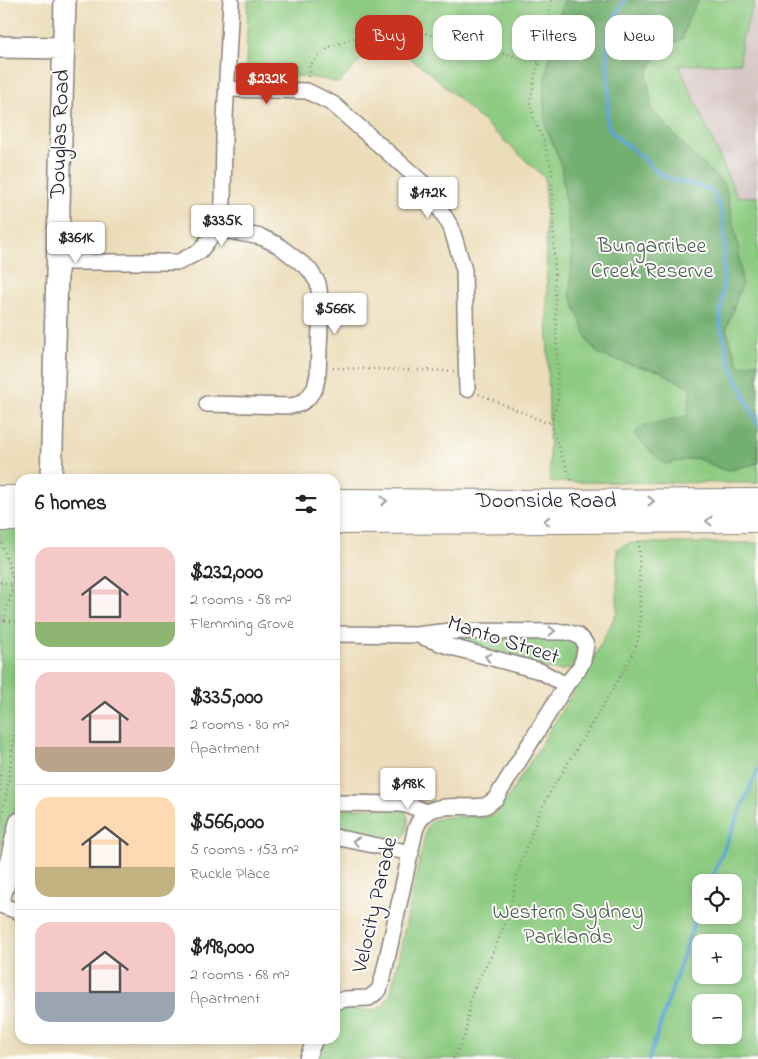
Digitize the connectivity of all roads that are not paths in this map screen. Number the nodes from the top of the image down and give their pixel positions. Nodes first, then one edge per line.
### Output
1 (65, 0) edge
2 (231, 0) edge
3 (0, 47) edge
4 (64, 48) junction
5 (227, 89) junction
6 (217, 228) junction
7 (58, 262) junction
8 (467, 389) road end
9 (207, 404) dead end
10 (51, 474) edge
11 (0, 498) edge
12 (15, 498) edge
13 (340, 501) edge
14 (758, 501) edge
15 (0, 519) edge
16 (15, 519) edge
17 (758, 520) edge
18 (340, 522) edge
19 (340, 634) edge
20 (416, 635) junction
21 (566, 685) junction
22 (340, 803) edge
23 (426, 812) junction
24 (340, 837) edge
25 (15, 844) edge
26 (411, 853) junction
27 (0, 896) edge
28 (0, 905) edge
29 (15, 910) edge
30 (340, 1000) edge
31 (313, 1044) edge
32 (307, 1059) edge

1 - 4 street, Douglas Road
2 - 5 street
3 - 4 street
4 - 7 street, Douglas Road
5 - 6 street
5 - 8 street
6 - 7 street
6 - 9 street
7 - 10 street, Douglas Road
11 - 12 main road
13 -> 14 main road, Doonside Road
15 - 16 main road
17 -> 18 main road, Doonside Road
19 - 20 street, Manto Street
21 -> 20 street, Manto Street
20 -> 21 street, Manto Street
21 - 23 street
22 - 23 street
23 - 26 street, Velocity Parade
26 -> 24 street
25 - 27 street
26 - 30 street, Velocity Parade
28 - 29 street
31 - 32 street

==

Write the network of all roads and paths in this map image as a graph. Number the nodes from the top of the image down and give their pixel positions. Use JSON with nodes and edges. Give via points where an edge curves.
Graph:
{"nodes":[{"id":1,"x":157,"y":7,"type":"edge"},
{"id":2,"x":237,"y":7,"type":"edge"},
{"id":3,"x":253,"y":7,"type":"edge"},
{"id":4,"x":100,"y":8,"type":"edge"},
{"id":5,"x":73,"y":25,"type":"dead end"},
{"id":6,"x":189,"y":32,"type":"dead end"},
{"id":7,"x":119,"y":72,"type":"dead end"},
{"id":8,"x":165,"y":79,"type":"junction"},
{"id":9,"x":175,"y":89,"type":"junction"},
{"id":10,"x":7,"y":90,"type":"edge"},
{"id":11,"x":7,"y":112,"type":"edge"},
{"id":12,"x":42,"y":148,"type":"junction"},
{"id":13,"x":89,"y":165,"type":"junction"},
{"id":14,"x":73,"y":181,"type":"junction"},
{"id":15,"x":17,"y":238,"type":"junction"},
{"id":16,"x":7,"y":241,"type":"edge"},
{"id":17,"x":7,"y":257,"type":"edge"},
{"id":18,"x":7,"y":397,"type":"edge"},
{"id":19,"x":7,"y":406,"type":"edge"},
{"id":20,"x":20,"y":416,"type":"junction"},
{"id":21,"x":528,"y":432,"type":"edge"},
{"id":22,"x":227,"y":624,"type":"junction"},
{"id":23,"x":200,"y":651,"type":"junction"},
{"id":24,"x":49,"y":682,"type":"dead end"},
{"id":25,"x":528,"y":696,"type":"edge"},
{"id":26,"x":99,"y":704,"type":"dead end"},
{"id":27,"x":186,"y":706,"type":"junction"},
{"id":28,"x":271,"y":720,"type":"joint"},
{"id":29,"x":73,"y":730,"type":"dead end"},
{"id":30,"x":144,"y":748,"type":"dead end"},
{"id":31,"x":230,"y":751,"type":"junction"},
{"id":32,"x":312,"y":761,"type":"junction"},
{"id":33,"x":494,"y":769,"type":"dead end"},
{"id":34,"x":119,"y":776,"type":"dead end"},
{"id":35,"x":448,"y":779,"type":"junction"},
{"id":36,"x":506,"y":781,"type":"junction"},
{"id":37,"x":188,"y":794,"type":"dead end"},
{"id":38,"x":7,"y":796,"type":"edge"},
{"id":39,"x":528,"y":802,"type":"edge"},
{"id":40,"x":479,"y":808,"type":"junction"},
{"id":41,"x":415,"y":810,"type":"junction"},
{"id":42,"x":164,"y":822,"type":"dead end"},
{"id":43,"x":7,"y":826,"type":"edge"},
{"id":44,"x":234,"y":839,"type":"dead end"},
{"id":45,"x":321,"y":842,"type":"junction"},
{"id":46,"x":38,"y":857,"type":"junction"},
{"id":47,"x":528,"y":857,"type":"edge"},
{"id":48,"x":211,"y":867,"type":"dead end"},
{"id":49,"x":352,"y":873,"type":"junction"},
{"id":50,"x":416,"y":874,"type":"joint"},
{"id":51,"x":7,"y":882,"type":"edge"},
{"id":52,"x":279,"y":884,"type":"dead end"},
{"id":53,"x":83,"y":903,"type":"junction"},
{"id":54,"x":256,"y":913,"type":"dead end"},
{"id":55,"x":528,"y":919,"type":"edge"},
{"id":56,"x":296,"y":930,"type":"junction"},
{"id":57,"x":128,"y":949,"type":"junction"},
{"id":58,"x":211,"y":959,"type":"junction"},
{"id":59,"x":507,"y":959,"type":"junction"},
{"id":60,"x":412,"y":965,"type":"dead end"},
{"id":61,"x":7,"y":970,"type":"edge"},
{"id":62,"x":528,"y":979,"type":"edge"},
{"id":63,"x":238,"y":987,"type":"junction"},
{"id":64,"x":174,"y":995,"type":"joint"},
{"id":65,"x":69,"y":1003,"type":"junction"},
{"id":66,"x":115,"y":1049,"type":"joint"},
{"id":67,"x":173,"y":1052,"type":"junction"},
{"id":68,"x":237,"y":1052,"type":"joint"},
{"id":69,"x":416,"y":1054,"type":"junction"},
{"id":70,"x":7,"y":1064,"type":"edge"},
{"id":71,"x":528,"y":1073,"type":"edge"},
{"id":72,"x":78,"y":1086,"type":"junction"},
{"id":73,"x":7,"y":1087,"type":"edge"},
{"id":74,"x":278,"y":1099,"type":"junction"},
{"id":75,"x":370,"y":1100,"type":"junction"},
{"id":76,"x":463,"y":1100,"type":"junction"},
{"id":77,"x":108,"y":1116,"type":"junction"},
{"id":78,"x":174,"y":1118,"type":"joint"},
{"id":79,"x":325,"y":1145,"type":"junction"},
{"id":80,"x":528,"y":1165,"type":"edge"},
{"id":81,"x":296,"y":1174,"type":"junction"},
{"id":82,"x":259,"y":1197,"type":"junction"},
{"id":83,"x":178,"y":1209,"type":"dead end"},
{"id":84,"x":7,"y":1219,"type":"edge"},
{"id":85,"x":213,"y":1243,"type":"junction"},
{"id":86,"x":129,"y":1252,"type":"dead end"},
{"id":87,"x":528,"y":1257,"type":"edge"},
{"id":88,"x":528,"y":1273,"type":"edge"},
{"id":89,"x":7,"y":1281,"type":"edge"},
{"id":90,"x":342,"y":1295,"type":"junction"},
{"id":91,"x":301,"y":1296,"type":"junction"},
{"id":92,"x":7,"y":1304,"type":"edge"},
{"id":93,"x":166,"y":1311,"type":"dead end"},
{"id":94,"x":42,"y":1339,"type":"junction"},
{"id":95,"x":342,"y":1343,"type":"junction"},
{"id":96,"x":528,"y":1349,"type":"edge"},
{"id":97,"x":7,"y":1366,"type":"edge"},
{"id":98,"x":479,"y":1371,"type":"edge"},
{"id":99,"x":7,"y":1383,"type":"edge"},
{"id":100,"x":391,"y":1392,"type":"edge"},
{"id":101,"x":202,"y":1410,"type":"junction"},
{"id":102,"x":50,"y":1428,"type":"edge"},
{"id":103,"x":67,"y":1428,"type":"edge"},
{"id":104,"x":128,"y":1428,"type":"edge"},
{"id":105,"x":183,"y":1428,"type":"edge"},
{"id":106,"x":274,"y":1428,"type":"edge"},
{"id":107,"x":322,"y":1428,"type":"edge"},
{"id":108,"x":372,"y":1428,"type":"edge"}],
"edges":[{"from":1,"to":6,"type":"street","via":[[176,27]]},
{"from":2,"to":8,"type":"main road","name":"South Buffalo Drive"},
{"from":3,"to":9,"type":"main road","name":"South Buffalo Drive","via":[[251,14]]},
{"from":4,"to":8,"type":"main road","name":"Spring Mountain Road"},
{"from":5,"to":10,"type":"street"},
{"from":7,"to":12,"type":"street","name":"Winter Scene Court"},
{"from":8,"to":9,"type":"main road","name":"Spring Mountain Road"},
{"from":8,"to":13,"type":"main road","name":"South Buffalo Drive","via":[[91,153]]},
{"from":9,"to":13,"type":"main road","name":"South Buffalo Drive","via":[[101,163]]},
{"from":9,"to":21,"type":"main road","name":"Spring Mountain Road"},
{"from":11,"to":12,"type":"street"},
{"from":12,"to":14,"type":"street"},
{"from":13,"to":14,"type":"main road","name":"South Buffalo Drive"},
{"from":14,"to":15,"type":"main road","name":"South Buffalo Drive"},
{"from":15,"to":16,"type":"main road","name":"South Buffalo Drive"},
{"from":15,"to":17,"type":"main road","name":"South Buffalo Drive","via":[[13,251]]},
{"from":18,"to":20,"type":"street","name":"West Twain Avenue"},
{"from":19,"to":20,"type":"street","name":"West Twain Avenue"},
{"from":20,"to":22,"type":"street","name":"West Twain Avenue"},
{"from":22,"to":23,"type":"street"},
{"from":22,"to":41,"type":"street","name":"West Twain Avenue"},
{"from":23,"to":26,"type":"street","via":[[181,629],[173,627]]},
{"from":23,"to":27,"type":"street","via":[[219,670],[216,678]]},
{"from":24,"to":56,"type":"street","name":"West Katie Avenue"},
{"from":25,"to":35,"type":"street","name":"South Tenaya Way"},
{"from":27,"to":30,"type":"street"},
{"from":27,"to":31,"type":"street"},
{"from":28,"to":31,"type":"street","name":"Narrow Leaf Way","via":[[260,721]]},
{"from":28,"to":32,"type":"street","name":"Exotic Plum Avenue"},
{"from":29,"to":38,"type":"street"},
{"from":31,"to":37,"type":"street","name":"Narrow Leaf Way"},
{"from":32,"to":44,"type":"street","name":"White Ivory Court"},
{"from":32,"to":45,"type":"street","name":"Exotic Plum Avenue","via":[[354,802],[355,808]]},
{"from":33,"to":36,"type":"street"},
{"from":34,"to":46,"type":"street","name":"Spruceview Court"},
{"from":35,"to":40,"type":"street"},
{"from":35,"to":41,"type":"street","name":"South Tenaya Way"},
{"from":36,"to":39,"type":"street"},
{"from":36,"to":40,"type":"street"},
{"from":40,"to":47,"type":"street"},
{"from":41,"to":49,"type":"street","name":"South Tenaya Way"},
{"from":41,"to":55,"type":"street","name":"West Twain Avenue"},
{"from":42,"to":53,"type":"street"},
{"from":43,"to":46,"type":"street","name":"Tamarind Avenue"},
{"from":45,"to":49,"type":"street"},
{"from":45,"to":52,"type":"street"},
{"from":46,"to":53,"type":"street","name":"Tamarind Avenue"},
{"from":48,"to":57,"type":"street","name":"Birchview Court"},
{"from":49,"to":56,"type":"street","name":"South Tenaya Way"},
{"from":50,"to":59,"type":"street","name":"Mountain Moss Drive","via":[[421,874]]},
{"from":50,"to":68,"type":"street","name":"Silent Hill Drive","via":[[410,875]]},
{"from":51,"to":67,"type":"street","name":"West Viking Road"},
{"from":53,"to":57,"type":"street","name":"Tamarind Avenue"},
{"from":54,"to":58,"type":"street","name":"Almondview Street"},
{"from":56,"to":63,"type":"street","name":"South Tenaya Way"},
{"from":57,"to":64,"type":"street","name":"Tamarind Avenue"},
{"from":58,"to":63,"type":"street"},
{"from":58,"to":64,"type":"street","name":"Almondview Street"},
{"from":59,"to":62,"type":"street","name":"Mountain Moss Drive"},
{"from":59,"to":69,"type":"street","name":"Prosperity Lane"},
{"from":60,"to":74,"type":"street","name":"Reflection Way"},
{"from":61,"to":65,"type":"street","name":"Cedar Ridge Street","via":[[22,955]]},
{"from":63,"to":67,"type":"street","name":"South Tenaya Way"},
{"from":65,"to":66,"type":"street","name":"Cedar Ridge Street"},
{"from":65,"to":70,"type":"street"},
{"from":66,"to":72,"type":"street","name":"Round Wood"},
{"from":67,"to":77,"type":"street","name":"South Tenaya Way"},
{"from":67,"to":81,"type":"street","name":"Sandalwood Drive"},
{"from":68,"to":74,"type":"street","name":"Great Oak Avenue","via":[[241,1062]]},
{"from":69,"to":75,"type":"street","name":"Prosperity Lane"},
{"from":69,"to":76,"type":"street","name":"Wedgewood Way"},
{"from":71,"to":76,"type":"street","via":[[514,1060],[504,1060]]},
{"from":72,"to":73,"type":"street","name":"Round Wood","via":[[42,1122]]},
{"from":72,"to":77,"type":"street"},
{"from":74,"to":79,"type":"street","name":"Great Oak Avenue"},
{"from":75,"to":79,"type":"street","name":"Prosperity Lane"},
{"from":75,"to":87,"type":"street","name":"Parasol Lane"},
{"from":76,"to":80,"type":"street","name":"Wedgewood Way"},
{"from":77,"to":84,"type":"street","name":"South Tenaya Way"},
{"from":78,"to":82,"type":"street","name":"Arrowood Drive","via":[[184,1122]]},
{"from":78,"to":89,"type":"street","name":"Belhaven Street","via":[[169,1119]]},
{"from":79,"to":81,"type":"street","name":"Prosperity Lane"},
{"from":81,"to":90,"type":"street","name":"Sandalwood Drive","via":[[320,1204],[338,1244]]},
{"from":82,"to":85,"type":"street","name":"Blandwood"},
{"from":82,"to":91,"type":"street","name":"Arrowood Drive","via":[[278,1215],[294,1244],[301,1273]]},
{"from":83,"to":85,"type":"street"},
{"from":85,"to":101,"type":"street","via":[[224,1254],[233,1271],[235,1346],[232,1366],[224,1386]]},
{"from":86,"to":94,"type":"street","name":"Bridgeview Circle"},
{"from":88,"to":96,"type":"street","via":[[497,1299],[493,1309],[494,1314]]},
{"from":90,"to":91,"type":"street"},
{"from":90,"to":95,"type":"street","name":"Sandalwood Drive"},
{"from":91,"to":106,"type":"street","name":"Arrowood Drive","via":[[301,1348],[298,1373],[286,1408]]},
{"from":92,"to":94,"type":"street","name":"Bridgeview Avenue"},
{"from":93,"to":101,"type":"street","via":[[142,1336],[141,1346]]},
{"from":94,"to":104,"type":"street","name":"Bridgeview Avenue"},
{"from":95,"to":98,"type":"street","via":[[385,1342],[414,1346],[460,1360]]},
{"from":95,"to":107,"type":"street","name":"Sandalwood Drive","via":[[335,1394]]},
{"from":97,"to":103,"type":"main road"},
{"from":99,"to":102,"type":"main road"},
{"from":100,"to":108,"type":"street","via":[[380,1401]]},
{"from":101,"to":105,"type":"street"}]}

*Prompt:* Look over the records. Copy the lines that include the word "Plum".

*Solution to the exercise:*
{"from":28,"to":32,"type":"street","name":"Exotic Plum Avenue"},
{"from":32,"to":45,"type":"street","name":"Exotic Plum Avenue","via":[[354,802],[355,808]]},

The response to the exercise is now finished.